館長中村桂子からのご挨拶:2003年
ごあいさつ:2003年
「ようこそBRHへ」
 「生命誌研究館」も10周年です。生きものの面白さを知り、生きているということについて考え、生命を大切にする社会づくりにつなげる場として研究や活動を続けてきましたが、このような場の存在はますます強く求められていると実感しています。
 生命科学があまりにも「試験管の中の生命」に集中し、しかも社会からは、それを技術や産業につなげることだけを求められる状況になっているのがとても気になり、自然の中の生命、私たち人間の生命をよく見つめようとしてきたことも、ますます重要になっていると思います。
 研究館には、実験研究をするグループと表現法を研究して具体的なものづくりをするグループとがあります。両者の協力が私たちのユニークさ、オリジナリティーのもとであり、それを支えているのは皆が共有する価値観、Philosophy です。それは最初に書いた「生きものの面白さを知り・・・」ということですが、これを一言で表現する言葉を見つけました。「愛づる」です。物事の本質を見極めた時、自ずと生まれてくる愛を表現するやまとことば。まさに生きものの研究の基本です。10周年である今年はこの「愛づる」をテーマにし、全館の協力をより強くして、生きもののみごとさ、生きていることの大切さをさまざまな形で研究し、表現して行きたいと思います。秋には記念行事もいたしますので是非御参加下さい。

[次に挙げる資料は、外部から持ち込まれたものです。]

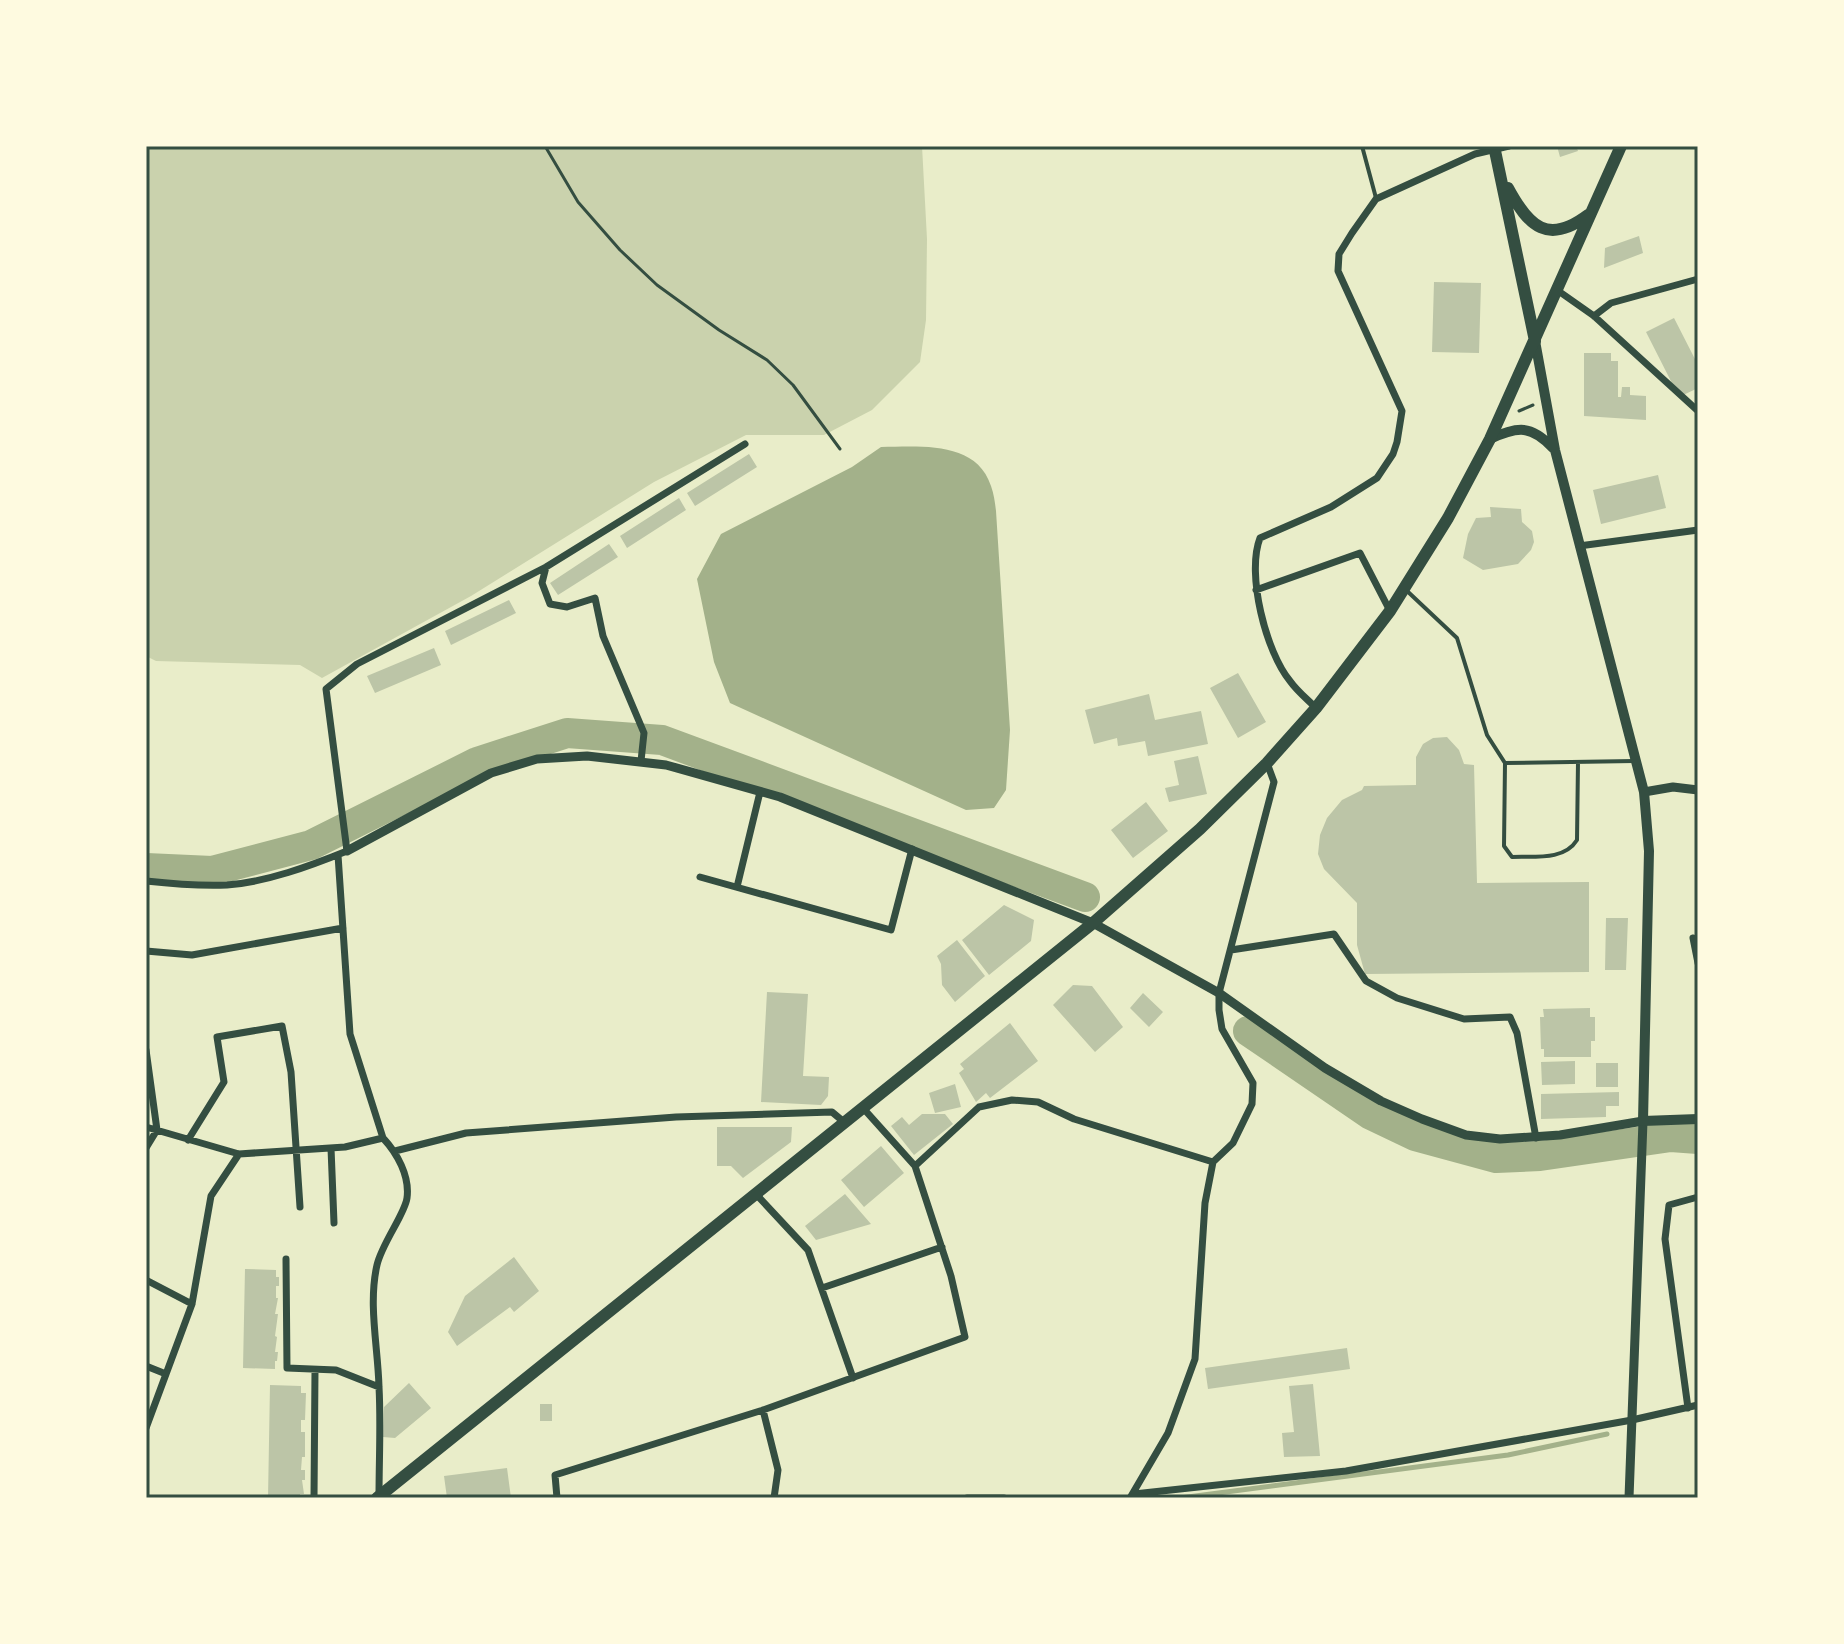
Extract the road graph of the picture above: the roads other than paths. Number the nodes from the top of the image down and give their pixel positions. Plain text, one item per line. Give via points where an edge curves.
1 (1362, 146) edge
2 (1509, 146) edge
3 (1621, 146) edge
4 (1495, 148) edge
5 (1501, 174) junction
6 (1376, 199) junction
7 (1591, 213) junction
8 (1698, 279) edge
9 (1557, 290) junction
10 (1594, 316) junction
11 (1535, 341) junction
12 (1698, 411) edge
13 (1490, 439) junction
14 (745, 444) dead end
15 (1555, 450) junction
16 (1698, 530) edge
17 (1579, 546) junction
18 (546, 567) junction
19 (1404, 588) junction
20 (1256, 590) junction
21 (1390, 611) junction
22 (1316, 708) junction
23 (641, 761) junction
24 (1636, 761) junction
25 (1578, 762) junction
26 (1267, 763) junction
27 (1505, 763) junction
28 (1698, 790) edge
29 (760, 792) junction
30 (1644, 792) junction
31 (912, 849) junction
32 (343, 853) junction
33 (700, 877) dead end
34 (146, 881) edge
35 (737, 887) junction
36 (1093, 923) junction
37 (343, 928) junction
38 (1693, 938) dead end
39 (1231, 950) junction
40 (146, 951) edge
41 (1698, 963) edge
42 (1219, 993) junction
43 (146, 1050) edge
44 (863, 1108) junction
45 (1698, 1119) edge
46 (1643, 1121) junction
47 (844, 1122) junction
48 (146, 1127) edge
49 (157, 1130) junction
50 (383, 1138) junction
51 (1536, 1138) junction
52 (188, 1140) junction
53 (146, 1148) edge
54 (331, 1148) junction
55 (295, 1151) junction
56 (395, 1151) junction
57 (239, 1154) junction
58 (1213, 1162) junction
59 (915, 1166) junction
60 (755, 1193) junction
61 (1698, 1197) edge
62 (300, 1207) dead end
63 (334, 1223) dead end
64 (942, 1247) junction
65 (286, 1259) dead end
66 (146, 1280) edge
67 (822, 1288) junction
68 (192, 1304) junction
69 (146, 1366) edge
70 (315, 1370) junction
71 (166, 1374) junction
72 (853, 1378) junction
73 (379, 1387) junction
74 (1698, 1405) edge
75 (1688, 1408) junction
76 (763, 1410) junction
77 (1632, 1420) junction
78 (146, 1428) edge
79 (1132, 1496) edge
80 (378, 1497) edge
81 (314, 1498) edge
82 (557, 1498) edge
83 (774, 1498) edge
84 (967, 1498) edge
85 (1004, 1498) edge
86 (1629, 1498) edge

1 - 6 lane
2 - 4 street
3 - 7 highway
4 - 5 highway
4 - 6 street
5 - 7 highway via 1523,212 1546,231 1564,230
5 - 11 highway
6 - 20 street via 1339,254 1338,271 1402,411 1397,442 1377,478 1331,507 1260,538 1255,549
7 - 9 highway
8 - 10 street via 1611,303
9 - 10 street
9 - 11 highway
10 - 12 street
11 - 13 highway
11 - 15 main road
13 - 15 main road via 1523,429 1536,432
13 - 19 highway
14 - 18 street
15 - 17 main road
16 - 17 street
17 - 24 main road
18 - 23 street via 542,583 550,604 567,607 595,598 603,636 644,733
18 - 32 street via 357,664 326,689
19 - 21 highway
19 - 27 lane via 1457,638 1487,735
20 - 21 street via 1360,553
20 - 22 street via 1272,651 1289,680
21 - 22 highway
22 - 26 highway
23 - 29 street
23 - 32 street via 537,759 491,773
24 - 25 lane
24 - 30 main road
25 - 27 lane
25 - 27 lane via 1577,840 1571,849 1512,857 1504,846
26 - 36 highway
26 - 39 street via 1274,782
28 - 30 street
29 - 31 street
29 - 35 street
30 - 46 main road via 1649,851
31 - 35 street via 891,930
31 - 36 street
32 - 34 street via 231,885
32 - 37 street
33 - 35 street
36 - 42 street
36 - 44 highway
37 - 40 street via 192,955
37 - 50 street via 350,1034
38 - 41 street
39 - 42 street
39 - 51 street via 1334,934 1366,981 1397,998 1464,1019 1510,1017
42 - 51 street via 1381,1101 1466,1135
42 - 58 street via 1222,1029 1253,1083 1253,1093 1233,1143
43 - 49 street
44 - 47 highway
44 - 59 street
45 - 46 main road
46 - 51 street
46 - 77 street
47 - 56 street via 832,1112 676,1117 466,1133
47 - 60 highway
48 - 49 street
49 - 52 street
49 - 53 street
50 - 54 street
50 - 56 street
52 - 55 street via 224,1082 217,1037 282,1026 291,1072
52 - 57 street
54 - 55 street
54 - 63 street
55 - 57 street
55 - 62 street
56 - 73 street via 406,1178 407,1200 377,1264 373,1296
57 - 68 street via 211,1196
58 - 59 street via 1074,1119 1038,1102 1012,1100 979,1107
58 - 79 street via 1205,1203 1195,1359 1168,1433
59 - 64 street
60 - 67 street via 808,1250
60 - 80 highway
61 - 75 street via 1669,1205 1665,1239
64 - 67 street
64 - 72 street via 965,1337
65 - 70 street via 287,1368
66 - 68 street
67 - 72 street
68 - 71 street
69 - 71 street
70 - 73 street via 336,1370
70 - 81 street
71 - 78 street
72 - 76 street
73 - 80 street
74 - 75 street
75 - 77 street
76 - 82 street via 555,1475
76 - 83 street via 778,1470
77 - 79 street via 1346,1471
77 - 86 street
84 - 85 street

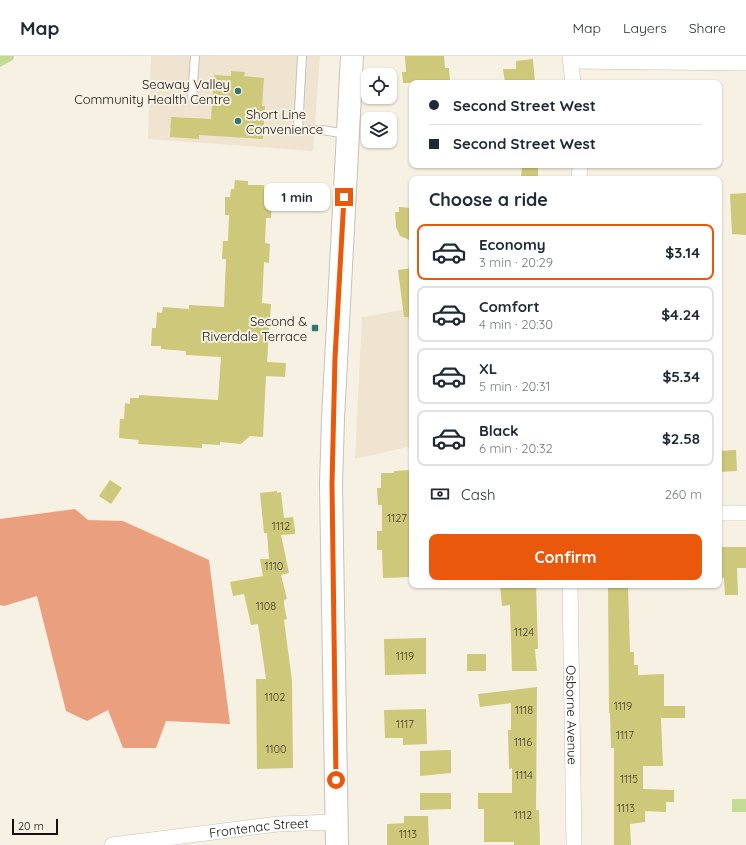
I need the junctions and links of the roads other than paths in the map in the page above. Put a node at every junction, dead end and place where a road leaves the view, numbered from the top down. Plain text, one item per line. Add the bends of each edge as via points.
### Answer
1 (196, 56) edge
2 (302, 56) edge
3 (352, 56) edge
4 (570, 59) edge
5 (746, 63) edge
6 (573, 80) edge
7 (192, 98) dead end
8 (348, 134) junction
9 (722, 513) edge
10 (746, 513) edge
11 (570, 588) edge
12 (336, 822) junction
13 (120, 844) edge
14 (336, 845) edge
15 (574, 845) edge

1 - 7 lane
2 - 8 lane via 298,130
3 - 8 main road
4 - 5 street
4 - 6 street
8 - 12 main road via 332,477
9 - 10 street
11 - 15 street, Osborne Avenue
12 - 13 street, Frontenac Street via 278,824
12 - 14 main road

 昨年は、雑誌でなくカードとwebを組み合わせた発信をしたところ賛否両論。季刊の生命誌ジャーナルをまとめ「生命誌2002 人間ってなに?」という本を作りましたので、とくに「否」だった方、紙でゆっくりお読み下さい。カード、web、本の組合せ。今年も少しずつ改良しながらもう一年試みます。
 自然、生命、人間を基本にすえる立場から見ると、よい方向に向かっているとは思えない社会。小さな力ですが「愛づる」を基本に私たちらしい活動をしていきます。ご意見や助言をよろしくお願いいたします。生命について考える仲間として参加して下さい。